Find Coefficient of Friction for Physics Exam Problem

[GuruGhulab]

Hi there, My physics exam is on monday, and i have reviwed a lot, but i can't get these last five questions, i ll post em one by one, so first i need help with the first one,

Homework Statement

A 1.25 kg block is released from rest on a ramp tilted 35 degrees above the horizontal, if the block moves 1.84m down the ramp in 1.18s, find the coefficient of friction between the block, and the ramp.

Plz help me out.
Thanks

 

[radou]

Any thoughts on the question?

 

[arildno]

What equations do you think might come in handy here?

 

[GuruGhulab]

uhh, i m think Ff=uFn, and i m not sure, if i should solve it, like a projectile, question.Yep, i m very confused.

 

[arildno]

That is, indeed an important equation!

Now, however, there is an even more important equation that is ALWAYS used in classical dynamics/kinematics problems.
Which one is that?

 

[GuruGhulab]

net force= ma, at least i think so man. Thanks.

 

[arildno]

Correct!

Remember that the direction of the force of gravity is neither parallell to the direction of motion, nor perpendicular to it.

 

[GuruGhulab]

Yes, is it coming straight down the ramp, and the angle its one of the component make is 35 degrees, i hope i m clear, Thanks again.

 

[arildno]

Note:
You should first figure out what the normal force is, expressed by the object's mass, the angle, and g.

 

[GuruGhulab]

normal force, is going to be the hypotenuse, of its components rite,and is force of gravity equal to the y-component of the normal force, if yes, then normal force would = mg/cos angle.

 

[arildno]

Not at all.

The normal force cancels the normal component of gravity, since the object experience no acceleration INTO the ramp, only ALONG it.

Therefore, the force of GRAVITY itself, mg, should be regarded as the hypotenuse in a right-angled triangle with normal&tangential components as the cathetes.

 

[GuruGhulab]

k, so the normal force cancels the Y-component of fg, rite , and is , Net force in the y-direction, zero or not. Thanks.

 

[arildno]

What do you mean by Y-component of fg?

 

[arildno]

Decompose mg in the tangential and normal directions.

 

[GuruGhulab]

k, check out the diagram and let me know, if u don;t get something.
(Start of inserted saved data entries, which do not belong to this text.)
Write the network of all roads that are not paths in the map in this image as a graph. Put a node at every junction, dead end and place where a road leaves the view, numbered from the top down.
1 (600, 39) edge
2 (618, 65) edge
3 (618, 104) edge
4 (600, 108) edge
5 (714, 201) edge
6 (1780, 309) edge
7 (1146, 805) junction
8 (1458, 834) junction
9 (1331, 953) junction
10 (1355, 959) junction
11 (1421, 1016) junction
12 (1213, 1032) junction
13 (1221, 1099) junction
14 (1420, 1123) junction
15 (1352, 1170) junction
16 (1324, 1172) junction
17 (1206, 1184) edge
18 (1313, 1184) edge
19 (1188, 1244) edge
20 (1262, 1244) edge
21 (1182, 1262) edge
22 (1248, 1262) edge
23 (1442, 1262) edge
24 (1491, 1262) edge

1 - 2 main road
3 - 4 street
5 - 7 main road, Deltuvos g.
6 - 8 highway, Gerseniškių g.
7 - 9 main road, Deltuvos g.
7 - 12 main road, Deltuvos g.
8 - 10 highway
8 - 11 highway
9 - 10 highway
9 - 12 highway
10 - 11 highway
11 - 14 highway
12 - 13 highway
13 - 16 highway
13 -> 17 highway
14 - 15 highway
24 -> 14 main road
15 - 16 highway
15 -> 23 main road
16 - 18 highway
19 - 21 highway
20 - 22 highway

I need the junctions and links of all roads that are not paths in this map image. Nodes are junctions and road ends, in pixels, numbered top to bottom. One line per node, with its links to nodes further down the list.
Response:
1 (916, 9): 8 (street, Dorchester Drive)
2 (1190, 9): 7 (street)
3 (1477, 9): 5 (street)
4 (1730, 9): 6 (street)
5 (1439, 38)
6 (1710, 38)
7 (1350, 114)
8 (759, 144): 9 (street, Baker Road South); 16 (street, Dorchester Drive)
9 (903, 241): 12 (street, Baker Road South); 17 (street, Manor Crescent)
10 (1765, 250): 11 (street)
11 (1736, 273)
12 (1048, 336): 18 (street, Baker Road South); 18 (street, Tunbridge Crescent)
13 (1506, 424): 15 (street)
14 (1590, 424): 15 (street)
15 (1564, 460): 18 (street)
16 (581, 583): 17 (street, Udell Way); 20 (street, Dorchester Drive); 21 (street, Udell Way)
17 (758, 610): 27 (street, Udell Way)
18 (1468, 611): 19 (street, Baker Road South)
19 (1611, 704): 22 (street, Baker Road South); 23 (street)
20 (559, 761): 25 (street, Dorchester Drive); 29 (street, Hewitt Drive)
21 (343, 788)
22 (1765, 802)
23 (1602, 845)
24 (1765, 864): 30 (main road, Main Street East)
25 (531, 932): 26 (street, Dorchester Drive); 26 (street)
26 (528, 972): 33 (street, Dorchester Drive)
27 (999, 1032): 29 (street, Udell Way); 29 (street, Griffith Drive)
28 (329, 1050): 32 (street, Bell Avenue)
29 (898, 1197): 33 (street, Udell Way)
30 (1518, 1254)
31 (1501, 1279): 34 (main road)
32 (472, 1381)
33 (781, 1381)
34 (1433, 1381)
Thanks

 

[arildno]

I get it perfectly, but I don't think you do.
At the very least, what you've posted so far is wrong.

Now, look at it this way, then:
If the TANGENTIAL direction makes a 35 degree angle with the horizontal, what is the angle between the NORMAL direction and the vertical?

 

[GuruGhulab]

k let me c, one sec., and TANGENTIAL direction is the one it is heading ?, the angle makes 55 degrees, i guess.

 

[arildno]

Quite so; tangential means ALONG the ramp, normal direction means the direction head-on the ramp, making a 90 degrees angle with the tangential direction.

 

[GuruGhulab]

so what would force of normal equal.

 

[arildno]

EDIT: 55 degrees is wrong!
Please make new posts, rather than fill old posts with new stuff you are uncertain of.

 

[arildno]

Again:
What is the angle between the normal&vertical, when the angle between the tangential&horizontal directions is 35 degrees.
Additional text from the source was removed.